The Novel Free

In The Afterlight



“I was hoping you’d have some idea of what he was talking about,” Cole said as we headed down the hallway. “I’ll look into it.”

I was headed to the large former rec room just to the left of the stairwell for dinner, but he was clearly escaping into Alban’s old office. I caught his wrist as he brushed by me. “When are we going to firm up a plan for the camps?”

“Not tonight,” he said. “We’re still waiting on two more cars, and I want to try making a few calls to old supply contacts. Outfitting this place has to be priority number one. No one is going to believe we can do anything if we can’t even get the kids clean clothes and a few warm meals. I asked some of the Greens to start thinking about how they would stage a camp assault. In the meantime, take a breather. We’ll be working soon enough.”
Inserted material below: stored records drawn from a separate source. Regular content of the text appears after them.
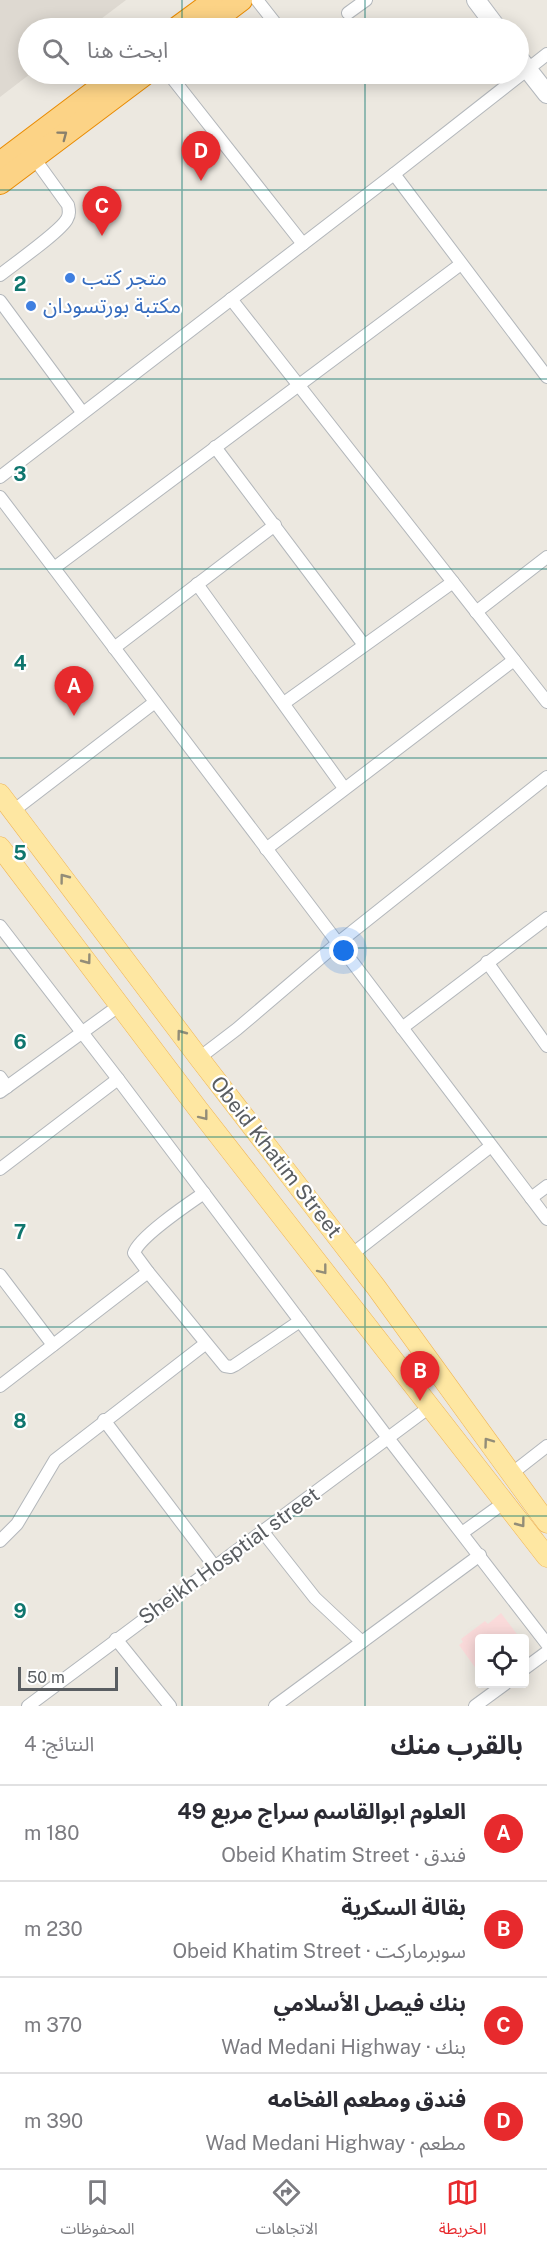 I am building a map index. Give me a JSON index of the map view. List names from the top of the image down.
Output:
{
  "streets": {
    "main road": ["Obeid Khatim Street"],
    "street": ["Sheikh Hosptial street"]
  },
  "crossings": [
    ["Obeid Khatim Street", "Sheikh Hosptial street"]
  ],
  "places": ["متجر كتب", "مكتبة بورتسودان"],
  "scale_bar": "50 m",
  "page": {
    "search": "ابحث هنا",
    "pins": [
      "D",
      "C",
      "A",
      "B"
    ],
    "scale": "50 m",
    "heading": ["بالقرب منك", "النتائج: 4"],
    "list": [
      {
        "mark": "A",
        "name": "العلوم ابوالقاسم سراج مربع 49",
        "note": "فندق · Obeid Khatim Street",
        "value": "180 m"
      },
      {
        "mark": "B",
        "name": "بقالة السكرية",
        "note": "سوبرماركت · Obeid Khatim Street",
        "value": "230 m"
      },
      {
        "mark": "C",
        "name": "بنك فيصل الأسلامي",
        "note": "بنك · Wad Medani Highway",
        "value": "370 m"
      },
      {
        "mark": "D",
        "name": "فندق ومطعم الفخامه",
        "note": "مطعم · Wad Medani Highway",
        "value": "390 m"
      }
    ],
    "nav": ["الخريطة", "الاتجاهات", "المحفوظات"]
  },
  "grid": {
    "rows": [
      "2",
      "3",
      "4",
      "5",
      "6",
      "7",
      "8",
      "9"
    ]
  }
}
I returned his wave as he crossed through the doors connecting the hallways, and followed the smell of spaghetti sauce into the rec room. Someone had assembled folding tables and chairs in neat lines, brought in a small radio, and propped it on the scuffed-up pool table the agents had oh-so-graciously left behind. Next to that were two large pots with serving utensils, and a dismally small stack of paper plates.
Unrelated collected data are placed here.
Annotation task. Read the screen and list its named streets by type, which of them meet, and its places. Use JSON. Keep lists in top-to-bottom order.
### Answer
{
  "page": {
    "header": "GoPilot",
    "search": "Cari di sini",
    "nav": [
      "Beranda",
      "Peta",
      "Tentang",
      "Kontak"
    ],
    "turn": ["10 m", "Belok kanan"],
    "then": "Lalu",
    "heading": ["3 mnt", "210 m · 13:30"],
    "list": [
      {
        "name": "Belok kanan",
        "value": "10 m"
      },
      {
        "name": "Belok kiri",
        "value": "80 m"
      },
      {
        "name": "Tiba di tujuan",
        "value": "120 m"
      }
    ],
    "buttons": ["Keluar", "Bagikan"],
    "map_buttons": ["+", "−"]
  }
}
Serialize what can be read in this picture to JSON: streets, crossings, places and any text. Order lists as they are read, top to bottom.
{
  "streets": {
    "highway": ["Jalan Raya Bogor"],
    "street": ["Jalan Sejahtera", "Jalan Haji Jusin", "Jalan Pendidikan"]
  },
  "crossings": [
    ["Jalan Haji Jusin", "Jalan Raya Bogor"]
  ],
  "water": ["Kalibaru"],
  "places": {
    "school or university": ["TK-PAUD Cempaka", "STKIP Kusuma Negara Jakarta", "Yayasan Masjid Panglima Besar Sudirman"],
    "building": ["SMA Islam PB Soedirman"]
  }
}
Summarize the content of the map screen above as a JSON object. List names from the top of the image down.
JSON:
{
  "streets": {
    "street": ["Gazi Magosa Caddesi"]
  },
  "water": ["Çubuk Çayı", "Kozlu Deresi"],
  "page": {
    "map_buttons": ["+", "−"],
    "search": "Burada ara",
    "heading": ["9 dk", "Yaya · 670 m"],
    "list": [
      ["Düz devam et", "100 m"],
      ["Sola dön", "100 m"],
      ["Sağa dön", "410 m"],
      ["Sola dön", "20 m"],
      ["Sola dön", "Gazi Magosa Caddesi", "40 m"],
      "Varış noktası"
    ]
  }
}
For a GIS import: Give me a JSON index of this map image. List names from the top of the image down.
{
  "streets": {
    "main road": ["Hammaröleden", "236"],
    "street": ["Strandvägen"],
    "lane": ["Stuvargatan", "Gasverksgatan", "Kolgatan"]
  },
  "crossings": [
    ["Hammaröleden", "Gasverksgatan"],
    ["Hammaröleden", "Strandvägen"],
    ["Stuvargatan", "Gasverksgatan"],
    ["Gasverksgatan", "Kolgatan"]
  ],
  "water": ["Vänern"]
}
It had taken me a few hours to notice that the Ranch was reassembling itself into something that seemed kind of...clean. The silent downstairs halls were punctuated by the banging of washers and dryers, which seemed to be going at all hours of the day. I finally saw that the floor tiles were more white than yellow. And when I went to splash some water on my face in the bathroom, there were no drizzles of rust-stained water streaking across my skin. I smelled bleach. Detergent. It was almost...homey.

I passed by two sheets of paper tacked onto the door, stopping to examine them. I recognized the handwriting immediately as Liam’s, but it took me a moment to understand what the charts were, why there were stubs of pencils attached to each one with string. They were sign-up sheets, divided up by chore: laundry, cleaning, organizing, food preparation. Under each of these headers were the names of kids. Everyone had to help, but they could choose their chore. That was Liam’s style.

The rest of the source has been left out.